● Task to carry out: Give only a number in reply. It should be how many lines in the records contain the string "bottom".

Stored items:
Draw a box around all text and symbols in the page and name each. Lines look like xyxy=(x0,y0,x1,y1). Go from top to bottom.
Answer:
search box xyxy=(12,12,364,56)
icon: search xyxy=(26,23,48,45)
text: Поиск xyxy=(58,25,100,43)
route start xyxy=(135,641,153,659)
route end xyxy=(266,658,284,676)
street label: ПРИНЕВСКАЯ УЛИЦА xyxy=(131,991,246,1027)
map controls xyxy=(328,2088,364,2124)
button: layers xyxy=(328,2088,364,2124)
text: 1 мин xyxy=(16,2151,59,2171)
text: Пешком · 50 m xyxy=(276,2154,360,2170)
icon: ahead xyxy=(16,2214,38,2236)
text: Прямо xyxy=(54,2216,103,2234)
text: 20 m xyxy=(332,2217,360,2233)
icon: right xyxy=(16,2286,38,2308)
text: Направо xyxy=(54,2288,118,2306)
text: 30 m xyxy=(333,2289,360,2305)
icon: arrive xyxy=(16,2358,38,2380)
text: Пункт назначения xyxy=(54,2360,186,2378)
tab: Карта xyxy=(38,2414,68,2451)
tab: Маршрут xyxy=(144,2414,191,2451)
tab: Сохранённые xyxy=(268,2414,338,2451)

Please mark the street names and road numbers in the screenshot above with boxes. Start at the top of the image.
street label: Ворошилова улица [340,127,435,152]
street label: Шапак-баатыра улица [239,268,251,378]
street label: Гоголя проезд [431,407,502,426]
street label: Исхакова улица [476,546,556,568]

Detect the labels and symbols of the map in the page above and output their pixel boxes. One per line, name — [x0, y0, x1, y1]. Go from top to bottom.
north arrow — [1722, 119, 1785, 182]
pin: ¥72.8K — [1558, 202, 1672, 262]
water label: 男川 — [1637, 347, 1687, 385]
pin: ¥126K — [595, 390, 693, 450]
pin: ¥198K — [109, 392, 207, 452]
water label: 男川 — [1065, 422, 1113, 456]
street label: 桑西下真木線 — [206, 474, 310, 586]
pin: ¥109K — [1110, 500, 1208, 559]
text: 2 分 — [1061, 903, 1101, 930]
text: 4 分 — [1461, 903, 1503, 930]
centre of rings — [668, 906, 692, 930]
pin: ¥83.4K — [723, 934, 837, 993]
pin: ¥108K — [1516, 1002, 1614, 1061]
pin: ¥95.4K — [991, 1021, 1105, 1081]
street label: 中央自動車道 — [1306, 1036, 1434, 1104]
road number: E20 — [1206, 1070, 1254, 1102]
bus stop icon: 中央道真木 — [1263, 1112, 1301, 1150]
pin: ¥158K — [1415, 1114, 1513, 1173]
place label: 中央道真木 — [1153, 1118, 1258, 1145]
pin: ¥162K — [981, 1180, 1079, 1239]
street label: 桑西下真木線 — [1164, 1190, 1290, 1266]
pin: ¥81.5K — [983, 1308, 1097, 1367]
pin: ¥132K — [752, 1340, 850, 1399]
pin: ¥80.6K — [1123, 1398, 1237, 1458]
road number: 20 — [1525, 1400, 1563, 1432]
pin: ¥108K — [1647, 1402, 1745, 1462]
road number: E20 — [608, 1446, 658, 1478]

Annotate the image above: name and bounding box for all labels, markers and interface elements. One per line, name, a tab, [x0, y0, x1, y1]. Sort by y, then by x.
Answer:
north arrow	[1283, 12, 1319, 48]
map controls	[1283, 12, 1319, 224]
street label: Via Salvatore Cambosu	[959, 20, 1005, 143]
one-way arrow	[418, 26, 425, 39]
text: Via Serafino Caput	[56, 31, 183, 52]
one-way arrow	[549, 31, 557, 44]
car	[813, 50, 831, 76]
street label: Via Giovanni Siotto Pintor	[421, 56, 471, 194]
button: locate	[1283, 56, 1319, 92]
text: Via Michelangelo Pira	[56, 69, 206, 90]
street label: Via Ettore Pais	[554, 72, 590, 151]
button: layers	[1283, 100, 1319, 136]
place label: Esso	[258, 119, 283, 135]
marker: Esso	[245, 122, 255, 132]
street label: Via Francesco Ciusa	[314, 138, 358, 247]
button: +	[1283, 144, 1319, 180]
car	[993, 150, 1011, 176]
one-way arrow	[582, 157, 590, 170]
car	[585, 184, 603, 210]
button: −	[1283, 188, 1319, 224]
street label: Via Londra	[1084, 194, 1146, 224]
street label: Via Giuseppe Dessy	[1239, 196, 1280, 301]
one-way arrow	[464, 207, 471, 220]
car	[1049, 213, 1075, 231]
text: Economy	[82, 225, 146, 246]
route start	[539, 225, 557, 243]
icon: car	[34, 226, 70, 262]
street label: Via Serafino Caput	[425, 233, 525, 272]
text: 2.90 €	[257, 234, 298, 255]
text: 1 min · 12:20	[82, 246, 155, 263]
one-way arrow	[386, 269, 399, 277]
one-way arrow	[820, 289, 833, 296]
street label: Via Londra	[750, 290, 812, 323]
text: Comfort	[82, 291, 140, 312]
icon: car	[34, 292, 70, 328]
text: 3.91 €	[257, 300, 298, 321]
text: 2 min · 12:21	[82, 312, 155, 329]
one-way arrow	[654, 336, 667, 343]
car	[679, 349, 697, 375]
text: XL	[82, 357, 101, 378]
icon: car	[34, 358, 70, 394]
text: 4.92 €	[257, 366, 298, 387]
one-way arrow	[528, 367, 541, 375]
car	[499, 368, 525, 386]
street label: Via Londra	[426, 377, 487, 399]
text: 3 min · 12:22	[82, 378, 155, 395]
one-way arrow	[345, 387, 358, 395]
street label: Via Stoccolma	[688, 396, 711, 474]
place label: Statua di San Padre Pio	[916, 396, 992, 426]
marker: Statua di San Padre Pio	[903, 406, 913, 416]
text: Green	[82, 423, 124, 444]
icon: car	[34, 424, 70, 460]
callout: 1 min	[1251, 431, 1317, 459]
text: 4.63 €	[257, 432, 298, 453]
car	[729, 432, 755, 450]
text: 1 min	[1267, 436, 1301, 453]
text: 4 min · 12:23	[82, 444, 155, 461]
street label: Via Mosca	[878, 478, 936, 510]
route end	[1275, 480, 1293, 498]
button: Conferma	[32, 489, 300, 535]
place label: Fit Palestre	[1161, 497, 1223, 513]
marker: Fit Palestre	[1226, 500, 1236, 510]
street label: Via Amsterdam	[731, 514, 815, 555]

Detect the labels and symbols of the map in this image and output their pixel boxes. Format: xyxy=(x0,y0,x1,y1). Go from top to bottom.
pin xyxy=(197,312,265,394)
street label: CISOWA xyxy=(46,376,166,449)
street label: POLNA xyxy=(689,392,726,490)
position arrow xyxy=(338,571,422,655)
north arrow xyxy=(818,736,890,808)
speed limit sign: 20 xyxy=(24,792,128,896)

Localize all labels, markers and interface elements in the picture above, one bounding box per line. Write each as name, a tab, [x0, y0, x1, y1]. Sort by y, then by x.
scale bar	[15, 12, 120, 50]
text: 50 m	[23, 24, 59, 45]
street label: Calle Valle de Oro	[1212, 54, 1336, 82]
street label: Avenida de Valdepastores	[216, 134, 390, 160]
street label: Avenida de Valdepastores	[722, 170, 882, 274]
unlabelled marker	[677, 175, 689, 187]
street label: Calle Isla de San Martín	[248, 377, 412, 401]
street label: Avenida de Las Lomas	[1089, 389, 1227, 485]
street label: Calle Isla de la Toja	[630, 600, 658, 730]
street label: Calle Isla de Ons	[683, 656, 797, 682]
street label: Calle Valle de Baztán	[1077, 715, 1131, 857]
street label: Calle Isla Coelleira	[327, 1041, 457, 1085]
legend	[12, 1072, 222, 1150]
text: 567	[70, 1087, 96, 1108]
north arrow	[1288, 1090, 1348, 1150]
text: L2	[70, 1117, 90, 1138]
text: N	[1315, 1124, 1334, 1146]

● Task result: 3